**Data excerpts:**
------------------------------------------------

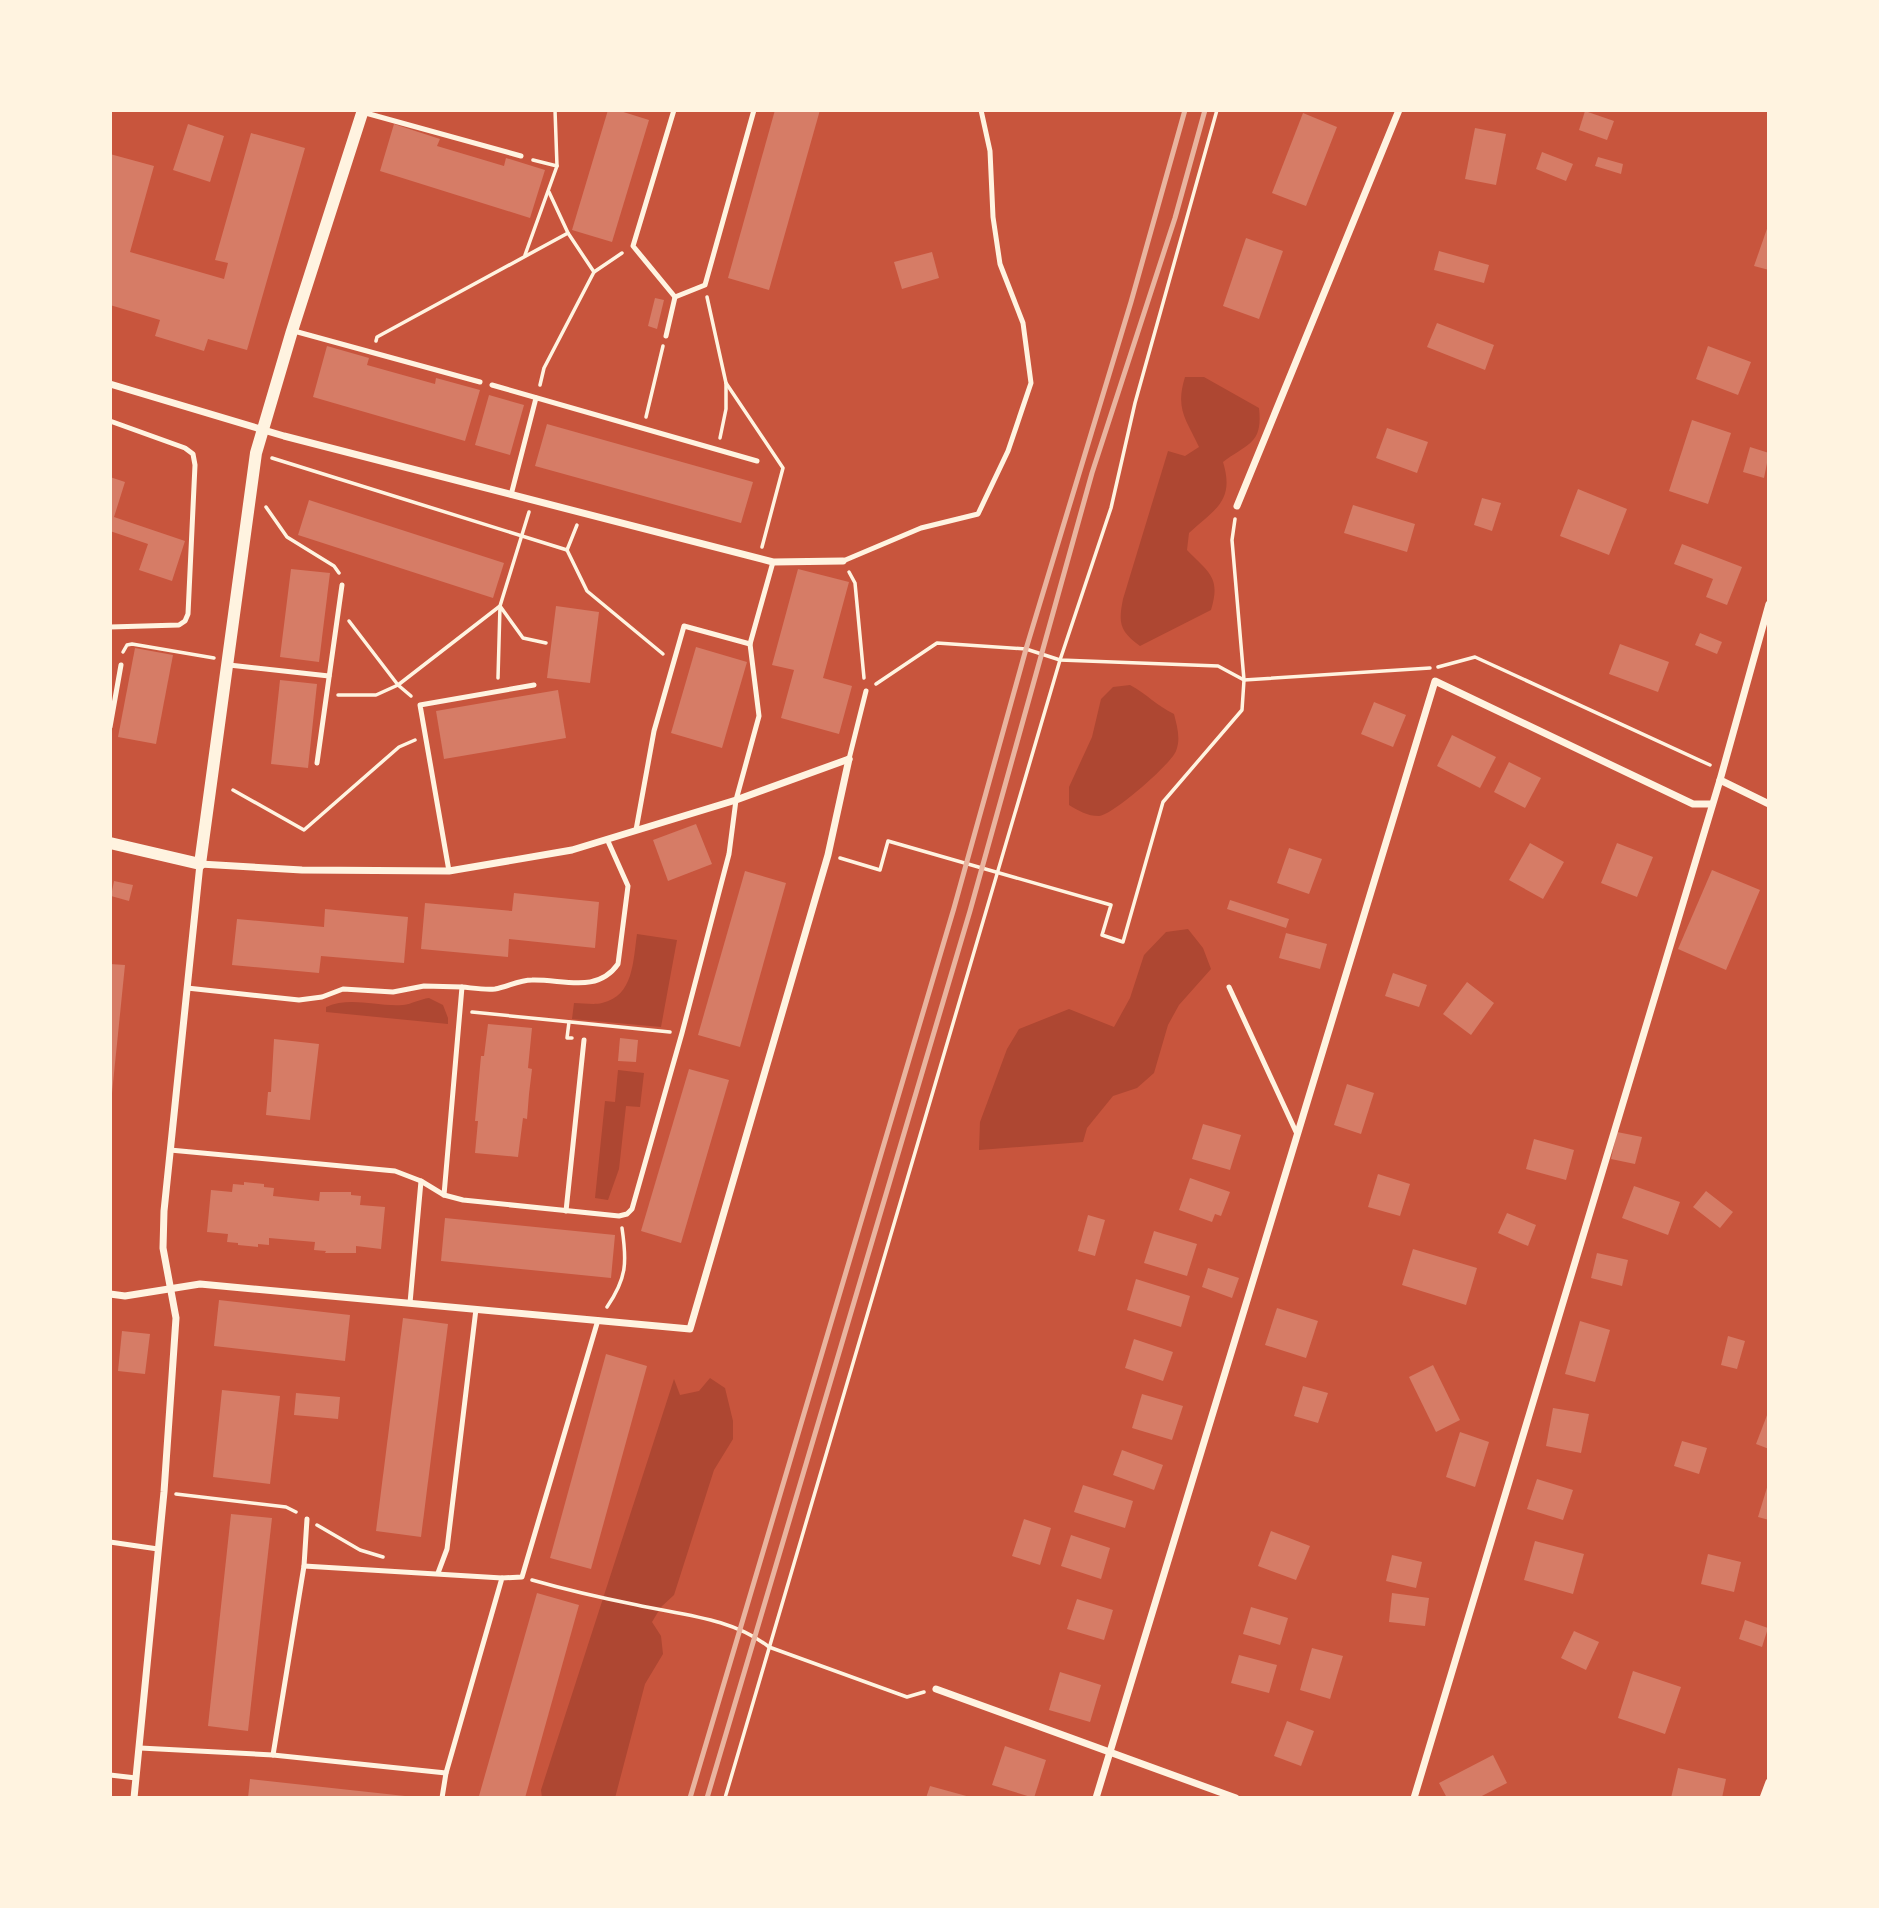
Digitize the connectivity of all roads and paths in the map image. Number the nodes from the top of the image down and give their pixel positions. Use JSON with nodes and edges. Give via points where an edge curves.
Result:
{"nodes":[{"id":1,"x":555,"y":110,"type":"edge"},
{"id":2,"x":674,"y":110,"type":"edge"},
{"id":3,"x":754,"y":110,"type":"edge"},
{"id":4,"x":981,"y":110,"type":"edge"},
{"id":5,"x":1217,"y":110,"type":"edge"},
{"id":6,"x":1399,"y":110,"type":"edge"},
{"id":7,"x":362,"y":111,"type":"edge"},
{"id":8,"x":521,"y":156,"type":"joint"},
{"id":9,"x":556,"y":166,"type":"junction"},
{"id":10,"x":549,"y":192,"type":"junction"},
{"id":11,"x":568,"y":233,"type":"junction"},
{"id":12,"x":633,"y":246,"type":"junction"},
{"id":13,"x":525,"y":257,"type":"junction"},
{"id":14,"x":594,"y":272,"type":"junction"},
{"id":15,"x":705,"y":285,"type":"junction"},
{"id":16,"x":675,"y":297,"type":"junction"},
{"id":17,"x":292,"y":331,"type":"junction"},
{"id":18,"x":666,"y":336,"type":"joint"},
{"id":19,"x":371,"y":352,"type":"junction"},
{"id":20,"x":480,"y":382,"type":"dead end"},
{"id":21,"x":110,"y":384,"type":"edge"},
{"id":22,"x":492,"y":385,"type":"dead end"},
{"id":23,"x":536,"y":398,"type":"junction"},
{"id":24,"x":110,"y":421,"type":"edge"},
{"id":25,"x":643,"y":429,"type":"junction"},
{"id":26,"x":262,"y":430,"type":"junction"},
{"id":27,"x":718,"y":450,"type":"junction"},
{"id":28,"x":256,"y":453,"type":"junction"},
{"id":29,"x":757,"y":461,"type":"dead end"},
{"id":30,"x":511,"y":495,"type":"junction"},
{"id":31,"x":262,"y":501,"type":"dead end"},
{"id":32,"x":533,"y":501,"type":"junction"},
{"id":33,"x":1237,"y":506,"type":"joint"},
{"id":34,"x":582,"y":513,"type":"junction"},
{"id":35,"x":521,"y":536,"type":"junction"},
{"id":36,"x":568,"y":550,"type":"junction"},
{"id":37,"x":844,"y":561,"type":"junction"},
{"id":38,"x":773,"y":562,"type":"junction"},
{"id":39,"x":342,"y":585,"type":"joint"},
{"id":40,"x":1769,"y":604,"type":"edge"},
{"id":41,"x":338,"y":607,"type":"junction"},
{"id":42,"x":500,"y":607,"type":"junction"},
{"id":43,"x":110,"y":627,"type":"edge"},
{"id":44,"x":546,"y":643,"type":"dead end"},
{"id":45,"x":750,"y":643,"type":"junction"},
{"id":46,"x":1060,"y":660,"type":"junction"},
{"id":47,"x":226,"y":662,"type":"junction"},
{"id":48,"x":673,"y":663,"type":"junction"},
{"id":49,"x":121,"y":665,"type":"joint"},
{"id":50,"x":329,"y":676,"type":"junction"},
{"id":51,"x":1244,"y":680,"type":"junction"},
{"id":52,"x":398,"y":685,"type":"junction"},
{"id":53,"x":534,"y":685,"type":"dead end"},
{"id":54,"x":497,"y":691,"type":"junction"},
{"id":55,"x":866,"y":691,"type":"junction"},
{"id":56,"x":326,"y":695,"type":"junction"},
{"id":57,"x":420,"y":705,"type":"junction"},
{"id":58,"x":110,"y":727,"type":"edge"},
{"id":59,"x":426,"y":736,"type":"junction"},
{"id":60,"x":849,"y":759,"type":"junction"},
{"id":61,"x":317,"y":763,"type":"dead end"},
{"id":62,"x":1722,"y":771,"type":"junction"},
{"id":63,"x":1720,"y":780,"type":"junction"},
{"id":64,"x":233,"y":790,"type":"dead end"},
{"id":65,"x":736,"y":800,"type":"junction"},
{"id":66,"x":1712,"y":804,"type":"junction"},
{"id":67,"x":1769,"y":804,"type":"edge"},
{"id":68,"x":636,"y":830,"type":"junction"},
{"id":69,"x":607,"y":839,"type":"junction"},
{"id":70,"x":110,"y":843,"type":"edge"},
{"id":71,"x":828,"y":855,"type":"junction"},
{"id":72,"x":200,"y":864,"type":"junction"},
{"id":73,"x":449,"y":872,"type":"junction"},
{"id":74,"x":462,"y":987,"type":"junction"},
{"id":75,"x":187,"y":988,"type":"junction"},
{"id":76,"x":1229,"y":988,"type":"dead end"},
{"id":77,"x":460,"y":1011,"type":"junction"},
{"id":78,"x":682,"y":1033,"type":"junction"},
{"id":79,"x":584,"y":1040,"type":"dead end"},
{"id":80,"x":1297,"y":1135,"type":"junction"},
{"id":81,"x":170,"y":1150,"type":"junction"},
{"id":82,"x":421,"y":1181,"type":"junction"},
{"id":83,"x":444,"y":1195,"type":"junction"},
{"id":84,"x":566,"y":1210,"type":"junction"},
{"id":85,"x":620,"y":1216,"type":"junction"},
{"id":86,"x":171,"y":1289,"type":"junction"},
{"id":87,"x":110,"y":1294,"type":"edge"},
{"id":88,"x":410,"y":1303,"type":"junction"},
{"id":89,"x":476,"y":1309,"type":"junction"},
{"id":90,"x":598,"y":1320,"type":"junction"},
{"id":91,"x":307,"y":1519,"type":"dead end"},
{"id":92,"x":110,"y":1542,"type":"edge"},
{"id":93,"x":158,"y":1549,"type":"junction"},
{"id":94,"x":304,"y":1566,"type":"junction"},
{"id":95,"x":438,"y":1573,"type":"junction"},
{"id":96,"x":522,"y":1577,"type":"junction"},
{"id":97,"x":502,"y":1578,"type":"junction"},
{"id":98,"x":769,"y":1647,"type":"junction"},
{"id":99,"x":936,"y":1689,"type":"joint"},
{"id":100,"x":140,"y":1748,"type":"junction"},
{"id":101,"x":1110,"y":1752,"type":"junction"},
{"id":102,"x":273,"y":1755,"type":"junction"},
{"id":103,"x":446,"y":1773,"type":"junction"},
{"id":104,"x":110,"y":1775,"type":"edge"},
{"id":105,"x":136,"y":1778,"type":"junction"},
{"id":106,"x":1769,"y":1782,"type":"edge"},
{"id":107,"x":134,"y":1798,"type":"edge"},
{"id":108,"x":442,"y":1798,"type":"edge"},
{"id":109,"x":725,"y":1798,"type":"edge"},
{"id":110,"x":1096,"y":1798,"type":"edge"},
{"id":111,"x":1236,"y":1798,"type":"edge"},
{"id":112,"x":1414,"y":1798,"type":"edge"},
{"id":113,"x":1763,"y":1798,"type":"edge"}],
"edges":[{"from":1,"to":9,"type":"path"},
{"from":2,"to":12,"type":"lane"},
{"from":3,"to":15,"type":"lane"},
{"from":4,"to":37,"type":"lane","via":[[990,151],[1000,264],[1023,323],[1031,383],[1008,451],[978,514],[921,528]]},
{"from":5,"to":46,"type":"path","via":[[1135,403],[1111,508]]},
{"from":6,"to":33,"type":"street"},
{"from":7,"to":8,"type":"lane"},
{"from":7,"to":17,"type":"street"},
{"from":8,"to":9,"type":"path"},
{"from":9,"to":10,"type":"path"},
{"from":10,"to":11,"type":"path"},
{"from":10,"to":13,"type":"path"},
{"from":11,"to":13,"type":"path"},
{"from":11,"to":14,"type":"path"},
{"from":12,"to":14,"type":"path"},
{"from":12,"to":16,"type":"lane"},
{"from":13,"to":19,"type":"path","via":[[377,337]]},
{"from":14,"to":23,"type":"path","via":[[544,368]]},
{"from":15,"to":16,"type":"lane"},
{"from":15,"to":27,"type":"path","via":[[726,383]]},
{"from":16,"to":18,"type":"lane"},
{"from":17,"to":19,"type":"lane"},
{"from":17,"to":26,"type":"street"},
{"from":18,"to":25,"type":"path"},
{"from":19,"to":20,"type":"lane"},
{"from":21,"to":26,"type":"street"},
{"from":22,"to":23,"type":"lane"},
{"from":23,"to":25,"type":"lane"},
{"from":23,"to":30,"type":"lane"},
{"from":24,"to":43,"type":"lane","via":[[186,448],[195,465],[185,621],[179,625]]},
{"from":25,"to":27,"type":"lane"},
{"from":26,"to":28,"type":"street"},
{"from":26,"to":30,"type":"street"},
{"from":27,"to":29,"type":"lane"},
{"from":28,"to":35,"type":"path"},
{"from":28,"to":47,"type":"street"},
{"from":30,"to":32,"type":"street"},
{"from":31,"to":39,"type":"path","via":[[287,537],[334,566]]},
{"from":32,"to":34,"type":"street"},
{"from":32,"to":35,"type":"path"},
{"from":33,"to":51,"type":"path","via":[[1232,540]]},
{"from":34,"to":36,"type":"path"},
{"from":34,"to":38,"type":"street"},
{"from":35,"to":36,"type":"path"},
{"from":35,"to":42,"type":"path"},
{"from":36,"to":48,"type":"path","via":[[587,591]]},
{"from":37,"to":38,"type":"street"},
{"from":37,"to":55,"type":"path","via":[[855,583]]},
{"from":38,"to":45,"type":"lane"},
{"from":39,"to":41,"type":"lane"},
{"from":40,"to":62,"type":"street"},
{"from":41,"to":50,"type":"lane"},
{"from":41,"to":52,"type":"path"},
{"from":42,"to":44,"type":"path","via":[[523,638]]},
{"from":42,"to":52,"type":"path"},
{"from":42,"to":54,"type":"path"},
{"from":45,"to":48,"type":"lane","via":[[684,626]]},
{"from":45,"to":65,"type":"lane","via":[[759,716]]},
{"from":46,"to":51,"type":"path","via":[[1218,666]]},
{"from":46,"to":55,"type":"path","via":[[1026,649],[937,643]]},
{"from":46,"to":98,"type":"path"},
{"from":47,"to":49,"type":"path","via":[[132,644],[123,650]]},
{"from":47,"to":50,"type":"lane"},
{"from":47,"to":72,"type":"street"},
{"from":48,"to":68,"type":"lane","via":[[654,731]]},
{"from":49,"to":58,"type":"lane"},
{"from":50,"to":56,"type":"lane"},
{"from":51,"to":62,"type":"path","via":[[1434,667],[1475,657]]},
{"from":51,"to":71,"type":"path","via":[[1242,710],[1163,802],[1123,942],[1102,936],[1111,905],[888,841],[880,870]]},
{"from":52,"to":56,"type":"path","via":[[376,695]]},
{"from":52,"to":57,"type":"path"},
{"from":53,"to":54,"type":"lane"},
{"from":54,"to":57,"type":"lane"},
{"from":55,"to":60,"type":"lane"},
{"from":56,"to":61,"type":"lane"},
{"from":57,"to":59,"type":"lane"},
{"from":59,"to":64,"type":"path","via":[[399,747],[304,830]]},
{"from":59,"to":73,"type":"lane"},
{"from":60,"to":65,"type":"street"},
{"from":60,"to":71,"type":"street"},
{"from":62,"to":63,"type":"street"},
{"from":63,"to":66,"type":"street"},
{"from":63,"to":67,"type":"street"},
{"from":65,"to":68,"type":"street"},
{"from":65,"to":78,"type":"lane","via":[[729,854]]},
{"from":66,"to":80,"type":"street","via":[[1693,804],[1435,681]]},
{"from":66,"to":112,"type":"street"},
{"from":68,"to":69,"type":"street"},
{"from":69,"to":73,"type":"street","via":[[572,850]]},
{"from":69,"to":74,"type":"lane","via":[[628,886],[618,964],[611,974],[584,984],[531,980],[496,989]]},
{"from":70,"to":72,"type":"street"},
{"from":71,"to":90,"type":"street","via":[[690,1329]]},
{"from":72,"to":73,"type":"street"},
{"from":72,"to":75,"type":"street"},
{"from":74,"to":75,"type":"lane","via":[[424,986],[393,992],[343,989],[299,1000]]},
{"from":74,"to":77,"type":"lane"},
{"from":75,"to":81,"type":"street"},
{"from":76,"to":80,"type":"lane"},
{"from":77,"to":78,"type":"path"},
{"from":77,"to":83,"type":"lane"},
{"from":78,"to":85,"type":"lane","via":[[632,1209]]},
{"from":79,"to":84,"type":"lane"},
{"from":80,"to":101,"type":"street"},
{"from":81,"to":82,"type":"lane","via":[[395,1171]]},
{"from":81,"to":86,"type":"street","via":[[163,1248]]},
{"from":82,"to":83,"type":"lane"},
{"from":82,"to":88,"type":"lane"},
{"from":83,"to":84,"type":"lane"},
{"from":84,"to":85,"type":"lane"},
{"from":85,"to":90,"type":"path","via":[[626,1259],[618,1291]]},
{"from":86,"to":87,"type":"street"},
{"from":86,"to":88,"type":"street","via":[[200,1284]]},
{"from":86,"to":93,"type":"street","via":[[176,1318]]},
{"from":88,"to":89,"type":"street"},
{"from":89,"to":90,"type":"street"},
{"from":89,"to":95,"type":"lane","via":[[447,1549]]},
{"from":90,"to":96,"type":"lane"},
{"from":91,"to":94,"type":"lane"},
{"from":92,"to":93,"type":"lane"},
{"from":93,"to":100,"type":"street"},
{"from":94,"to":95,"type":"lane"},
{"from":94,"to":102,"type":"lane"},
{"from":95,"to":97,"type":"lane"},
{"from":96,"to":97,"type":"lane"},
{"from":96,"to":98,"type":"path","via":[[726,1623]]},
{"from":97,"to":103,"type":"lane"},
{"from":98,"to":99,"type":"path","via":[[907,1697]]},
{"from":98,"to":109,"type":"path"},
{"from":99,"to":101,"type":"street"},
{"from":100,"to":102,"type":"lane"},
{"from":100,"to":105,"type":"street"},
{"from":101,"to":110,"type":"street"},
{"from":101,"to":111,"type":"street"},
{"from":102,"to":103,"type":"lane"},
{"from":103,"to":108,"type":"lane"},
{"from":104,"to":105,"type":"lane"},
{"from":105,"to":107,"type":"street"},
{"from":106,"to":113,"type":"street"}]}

------------------------------------------------

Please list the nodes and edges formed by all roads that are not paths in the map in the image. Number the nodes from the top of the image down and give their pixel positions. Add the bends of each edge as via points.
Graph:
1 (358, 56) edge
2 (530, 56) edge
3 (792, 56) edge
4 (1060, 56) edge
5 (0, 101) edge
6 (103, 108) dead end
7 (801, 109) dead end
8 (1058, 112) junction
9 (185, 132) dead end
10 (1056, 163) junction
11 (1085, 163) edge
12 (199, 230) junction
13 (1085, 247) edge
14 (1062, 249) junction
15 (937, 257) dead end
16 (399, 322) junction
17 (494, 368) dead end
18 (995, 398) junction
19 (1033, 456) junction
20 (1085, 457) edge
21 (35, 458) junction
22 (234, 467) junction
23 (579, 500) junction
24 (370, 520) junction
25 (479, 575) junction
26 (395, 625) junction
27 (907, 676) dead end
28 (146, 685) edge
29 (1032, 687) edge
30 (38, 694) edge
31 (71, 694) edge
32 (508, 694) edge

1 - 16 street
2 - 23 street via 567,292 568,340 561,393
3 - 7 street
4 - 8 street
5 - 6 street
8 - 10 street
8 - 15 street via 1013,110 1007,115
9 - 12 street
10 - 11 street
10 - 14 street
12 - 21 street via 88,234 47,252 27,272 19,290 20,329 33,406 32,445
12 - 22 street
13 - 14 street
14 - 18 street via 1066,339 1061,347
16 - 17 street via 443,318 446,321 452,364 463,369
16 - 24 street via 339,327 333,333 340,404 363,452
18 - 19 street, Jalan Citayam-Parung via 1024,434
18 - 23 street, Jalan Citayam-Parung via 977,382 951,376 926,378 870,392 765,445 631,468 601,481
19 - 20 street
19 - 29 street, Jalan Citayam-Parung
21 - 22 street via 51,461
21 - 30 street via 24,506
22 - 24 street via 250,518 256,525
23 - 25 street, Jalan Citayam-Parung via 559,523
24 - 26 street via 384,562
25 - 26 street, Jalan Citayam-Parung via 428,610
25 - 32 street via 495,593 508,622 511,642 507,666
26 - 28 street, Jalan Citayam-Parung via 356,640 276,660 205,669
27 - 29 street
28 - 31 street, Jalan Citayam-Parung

------------------------------------------------

**WHAT YOU ARE ASKED TO DO:**
Count every line of the entries that holds the string "Parung". Please answer with the count alone.

**TASK SOLUTION:**
7